- Nickname: Vijoličasti (The Purples)
- Leagues: Telemach League (2010–2015)
- Founded: 2005; 20 years ago
- Dissolved: 2015; 10 years ago
- Arena: Tabor Hall
- Capacity: 3,261
- Location: Maribor, Slovenia
- Team colors: Purple, white
| Home | Away |

= KK Maribor =

Košarkarski klub Maribor (Maribor Basketball Club), commonly referred to as KK Maribor or simply Maribor, was a professional basketball team based in Maribor, Slovenia.

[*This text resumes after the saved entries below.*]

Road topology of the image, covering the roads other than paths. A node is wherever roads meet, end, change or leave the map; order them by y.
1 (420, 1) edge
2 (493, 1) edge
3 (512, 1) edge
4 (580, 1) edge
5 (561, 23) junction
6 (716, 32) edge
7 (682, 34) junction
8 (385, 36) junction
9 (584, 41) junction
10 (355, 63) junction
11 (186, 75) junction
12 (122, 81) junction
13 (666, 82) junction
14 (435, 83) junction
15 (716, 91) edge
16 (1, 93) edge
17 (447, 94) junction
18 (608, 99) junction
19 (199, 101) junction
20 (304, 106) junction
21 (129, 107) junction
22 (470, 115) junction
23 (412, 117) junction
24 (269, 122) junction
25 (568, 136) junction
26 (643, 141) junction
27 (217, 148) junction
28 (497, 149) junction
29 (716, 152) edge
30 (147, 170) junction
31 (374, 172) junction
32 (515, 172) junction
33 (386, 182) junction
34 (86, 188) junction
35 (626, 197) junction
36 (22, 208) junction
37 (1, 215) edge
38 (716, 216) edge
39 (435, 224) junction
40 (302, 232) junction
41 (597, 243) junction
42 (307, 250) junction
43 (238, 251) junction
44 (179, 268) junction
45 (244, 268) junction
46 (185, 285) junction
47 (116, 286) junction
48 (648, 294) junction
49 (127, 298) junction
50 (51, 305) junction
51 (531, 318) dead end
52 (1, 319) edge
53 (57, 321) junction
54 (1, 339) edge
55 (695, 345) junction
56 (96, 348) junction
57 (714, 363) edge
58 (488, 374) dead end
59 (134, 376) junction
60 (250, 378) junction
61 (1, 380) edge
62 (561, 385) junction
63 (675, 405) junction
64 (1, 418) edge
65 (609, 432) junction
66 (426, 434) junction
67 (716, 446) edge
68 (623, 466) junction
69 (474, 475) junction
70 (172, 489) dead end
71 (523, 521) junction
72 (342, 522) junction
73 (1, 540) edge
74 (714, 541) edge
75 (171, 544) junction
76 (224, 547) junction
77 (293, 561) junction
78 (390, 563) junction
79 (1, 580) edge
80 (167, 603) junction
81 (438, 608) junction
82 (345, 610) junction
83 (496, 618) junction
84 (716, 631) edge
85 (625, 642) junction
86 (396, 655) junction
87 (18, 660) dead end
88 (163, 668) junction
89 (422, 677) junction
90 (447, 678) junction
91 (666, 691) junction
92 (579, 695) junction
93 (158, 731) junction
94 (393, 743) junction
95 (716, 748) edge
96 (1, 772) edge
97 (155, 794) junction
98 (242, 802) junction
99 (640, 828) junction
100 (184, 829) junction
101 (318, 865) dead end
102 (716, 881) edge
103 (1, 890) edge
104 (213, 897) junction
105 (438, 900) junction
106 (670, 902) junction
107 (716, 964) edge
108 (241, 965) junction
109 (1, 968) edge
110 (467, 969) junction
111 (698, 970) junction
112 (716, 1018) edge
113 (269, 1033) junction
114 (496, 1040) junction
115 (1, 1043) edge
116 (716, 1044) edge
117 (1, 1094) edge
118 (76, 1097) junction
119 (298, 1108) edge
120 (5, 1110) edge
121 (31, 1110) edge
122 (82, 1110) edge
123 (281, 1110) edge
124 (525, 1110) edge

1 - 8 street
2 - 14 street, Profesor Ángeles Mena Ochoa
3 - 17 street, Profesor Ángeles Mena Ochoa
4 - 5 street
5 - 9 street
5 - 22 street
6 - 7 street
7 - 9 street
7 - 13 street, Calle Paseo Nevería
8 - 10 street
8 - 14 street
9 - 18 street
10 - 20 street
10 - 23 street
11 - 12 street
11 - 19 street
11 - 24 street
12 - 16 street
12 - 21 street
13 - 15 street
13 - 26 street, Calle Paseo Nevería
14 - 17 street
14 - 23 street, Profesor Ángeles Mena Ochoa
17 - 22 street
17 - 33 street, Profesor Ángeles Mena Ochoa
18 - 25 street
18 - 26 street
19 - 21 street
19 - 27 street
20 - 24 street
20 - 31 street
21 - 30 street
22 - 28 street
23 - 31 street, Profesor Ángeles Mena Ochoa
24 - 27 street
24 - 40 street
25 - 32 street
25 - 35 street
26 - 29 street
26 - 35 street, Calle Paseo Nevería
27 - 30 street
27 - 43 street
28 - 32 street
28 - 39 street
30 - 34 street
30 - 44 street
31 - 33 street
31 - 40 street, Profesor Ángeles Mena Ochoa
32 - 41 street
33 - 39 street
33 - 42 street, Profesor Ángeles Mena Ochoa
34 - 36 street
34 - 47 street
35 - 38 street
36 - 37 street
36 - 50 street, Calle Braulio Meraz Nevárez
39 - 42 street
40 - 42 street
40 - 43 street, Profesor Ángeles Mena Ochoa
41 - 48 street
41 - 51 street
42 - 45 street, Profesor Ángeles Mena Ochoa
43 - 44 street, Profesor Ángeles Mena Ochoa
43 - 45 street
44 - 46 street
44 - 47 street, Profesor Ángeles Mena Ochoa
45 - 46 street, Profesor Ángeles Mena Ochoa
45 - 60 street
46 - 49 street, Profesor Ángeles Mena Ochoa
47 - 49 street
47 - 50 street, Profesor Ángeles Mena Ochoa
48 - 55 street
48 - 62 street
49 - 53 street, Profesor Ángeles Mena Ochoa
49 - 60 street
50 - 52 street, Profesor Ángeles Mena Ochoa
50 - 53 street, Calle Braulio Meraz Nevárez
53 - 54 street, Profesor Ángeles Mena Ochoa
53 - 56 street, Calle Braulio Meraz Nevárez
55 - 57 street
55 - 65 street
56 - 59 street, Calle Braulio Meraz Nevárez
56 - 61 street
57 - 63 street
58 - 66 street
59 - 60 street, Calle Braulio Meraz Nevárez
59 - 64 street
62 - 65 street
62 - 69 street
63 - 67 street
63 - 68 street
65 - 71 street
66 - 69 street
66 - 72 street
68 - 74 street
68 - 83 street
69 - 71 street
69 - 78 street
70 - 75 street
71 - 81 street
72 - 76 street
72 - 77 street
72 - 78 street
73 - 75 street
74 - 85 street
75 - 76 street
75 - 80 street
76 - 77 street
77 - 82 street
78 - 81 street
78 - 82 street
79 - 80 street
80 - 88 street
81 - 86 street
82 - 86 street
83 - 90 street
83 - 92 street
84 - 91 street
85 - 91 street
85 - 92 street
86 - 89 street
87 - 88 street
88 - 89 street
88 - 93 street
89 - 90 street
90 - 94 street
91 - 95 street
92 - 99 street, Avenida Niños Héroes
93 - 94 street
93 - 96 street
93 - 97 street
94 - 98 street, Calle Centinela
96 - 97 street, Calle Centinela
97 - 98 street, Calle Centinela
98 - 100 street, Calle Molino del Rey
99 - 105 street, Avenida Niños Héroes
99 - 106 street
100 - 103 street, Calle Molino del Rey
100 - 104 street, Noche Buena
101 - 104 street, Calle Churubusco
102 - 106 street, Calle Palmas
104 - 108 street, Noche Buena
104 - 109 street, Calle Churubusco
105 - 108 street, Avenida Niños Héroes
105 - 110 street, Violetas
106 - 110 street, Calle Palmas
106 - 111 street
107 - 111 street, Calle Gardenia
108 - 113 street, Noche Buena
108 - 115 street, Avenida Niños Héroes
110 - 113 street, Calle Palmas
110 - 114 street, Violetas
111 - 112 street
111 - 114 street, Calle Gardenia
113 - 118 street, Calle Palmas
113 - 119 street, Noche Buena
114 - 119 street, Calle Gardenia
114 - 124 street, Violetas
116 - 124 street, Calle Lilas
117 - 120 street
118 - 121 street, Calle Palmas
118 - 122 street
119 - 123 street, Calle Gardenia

It has been a Premier A Slovenian Basketball League member from 2010 to 2015.

==History==

The club was founded in 2005 on the base of ŽKK Maribor youth school and KŠ Maribor.

Due to financial problems, the club's board announced bankruptcy on 10 April 2015. The club withdrew from all competitions, including youth selections.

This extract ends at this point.